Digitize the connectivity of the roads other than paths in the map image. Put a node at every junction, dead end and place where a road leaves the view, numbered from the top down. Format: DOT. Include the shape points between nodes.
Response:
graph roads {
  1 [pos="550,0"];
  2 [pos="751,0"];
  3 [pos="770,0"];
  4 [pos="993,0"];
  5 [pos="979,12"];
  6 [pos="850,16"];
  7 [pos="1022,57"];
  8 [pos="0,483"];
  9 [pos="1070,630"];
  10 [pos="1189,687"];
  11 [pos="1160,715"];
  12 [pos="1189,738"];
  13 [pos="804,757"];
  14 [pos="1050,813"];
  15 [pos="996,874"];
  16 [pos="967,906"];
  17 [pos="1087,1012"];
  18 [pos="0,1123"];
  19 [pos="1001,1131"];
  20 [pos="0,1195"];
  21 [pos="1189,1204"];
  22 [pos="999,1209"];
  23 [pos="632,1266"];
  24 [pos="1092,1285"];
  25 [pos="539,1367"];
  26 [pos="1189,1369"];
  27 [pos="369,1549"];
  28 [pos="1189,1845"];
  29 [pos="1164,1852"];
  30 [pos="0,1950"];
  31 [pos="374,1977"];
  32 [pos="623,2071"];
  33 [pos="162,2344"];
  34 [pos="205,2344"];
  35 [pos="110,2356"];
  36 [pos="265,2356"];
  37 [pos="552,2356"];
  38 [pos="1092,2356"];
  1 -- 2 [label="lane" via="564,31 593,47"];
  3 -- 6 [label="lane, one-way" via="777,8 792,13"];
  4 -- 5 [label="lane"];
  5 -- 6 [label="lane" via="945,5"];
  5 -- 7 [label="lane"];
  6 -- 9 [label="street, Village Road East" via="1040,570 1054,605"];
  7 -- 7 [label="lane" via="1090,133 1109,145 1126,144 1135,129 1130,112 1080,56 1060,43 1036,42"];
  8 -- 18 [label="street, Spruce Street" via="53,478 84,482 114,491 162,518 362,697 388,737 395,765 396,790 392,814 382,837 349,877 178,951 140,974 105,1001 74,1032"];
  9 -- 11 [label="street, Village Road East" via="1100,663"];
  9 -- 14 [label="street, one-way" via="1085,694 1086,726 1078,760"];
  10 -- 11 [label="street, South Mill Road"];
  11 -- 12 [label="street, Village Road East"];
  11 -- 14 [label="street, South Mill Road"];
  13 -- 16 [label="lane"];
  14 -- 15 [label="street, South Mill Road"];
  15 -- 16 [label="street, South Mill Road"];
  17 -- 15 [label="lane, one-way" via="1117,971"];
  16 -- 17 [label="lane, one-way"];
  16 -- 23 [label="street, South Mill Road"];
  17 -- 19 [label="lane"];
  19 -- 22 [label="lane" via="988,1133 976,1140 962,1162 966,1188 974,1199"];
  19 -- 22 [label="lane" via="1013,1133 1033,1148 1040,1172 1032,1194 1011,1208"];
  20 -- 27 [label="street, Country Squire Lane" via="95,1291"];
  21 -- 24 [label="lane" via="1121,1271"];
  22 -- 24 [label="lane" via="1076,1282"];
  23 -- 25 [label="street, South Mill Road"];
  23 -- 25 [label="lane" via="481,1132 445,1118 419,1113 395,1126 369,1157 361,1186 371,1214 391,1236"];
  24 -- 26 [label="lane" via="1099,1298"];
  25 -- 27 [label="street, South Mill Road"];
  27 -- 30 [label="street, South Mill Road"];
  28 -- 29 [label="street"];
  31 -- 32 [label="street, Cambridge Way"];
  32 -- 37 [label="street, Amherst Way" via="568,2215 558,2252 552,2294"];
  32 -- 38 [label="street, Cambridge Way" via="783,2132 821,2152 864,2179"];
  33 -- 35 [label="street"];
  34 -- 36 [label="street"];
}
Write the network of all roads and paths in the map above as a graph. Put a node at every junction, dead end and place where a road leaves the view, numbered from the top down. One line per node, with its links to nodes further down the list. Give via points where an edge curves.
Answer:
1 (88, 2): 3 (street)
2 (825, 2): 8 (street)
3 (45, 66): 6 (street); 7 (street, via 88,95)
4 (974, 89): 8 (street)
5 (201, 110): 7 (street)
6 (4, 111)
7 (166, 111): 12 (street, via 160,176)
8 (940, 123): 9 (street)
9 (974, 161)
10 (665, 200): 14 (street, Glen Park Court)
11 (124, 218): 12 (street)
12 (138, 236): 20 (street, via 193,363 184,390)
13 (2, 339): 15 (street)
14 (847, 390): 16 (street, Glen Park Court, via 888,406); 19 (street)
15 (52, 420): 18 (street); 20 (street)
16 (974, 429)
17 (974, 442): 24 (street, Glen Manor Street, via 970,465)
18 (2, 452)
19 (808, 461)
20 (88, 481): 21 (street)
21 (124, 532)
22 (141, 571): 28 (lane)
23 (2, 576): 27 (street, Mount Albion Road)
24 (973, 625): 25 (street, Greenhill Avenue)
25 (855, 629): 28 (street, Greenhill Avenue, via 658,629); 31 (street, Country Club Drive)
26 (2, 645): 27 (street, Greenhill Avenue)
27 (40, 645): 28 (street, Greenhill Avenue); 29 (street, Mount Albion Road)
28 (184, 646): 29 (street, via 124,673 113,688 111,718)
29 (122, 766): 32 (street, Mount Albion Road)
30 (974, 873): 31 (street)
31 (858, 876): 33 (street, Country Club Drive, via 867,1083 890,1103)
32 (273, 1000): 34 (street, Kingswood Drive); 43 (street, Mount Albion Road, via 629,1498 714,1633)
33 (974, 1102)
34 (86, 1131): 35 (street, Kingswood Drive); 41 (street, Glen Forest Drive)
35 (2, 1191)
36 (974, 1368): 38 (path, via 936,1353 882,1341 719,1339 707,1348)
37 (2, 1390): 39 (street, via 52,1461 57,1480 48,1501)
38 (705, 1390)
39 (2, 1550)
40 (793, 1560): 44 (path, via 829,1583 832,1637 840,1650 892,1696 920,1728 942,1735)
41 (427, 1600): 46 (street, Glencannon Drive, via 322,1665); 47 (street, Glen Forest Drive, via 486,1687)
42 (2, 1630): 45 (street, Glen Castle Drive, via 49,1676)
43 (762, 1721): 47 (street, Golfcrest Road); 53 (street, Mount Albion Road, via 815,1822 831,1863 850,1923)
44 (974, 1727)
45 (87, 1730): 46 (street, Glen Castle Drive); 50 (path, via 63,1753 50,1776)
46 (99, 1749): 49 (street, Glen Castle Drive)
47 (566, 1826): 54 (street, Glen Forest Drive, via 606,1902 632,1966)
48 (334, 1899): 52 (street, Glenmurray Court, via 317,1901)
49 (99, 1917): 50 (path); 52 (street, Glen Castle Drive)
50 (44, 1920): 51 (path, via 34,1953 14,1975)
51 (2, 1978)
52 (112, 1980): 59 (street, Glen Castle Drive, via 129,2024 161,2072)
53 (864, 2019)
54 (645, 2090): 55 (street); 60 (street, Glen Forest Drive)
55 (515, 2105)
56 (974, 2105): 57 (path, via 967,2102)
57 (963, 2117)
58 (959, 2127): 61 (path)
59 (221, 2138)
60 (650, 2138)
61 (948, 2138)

++++++++

Your objective> Each line above that contains the string "Village" should be identified and copied.

Solution to this task>
  6 -- 9 [label="street, Village Road East" via="1040,570 1054,605"];
  9 -- 11 [label="street, Village Road East" via="1100,663"];
  11 -- 12 [label="street, Village Road East"];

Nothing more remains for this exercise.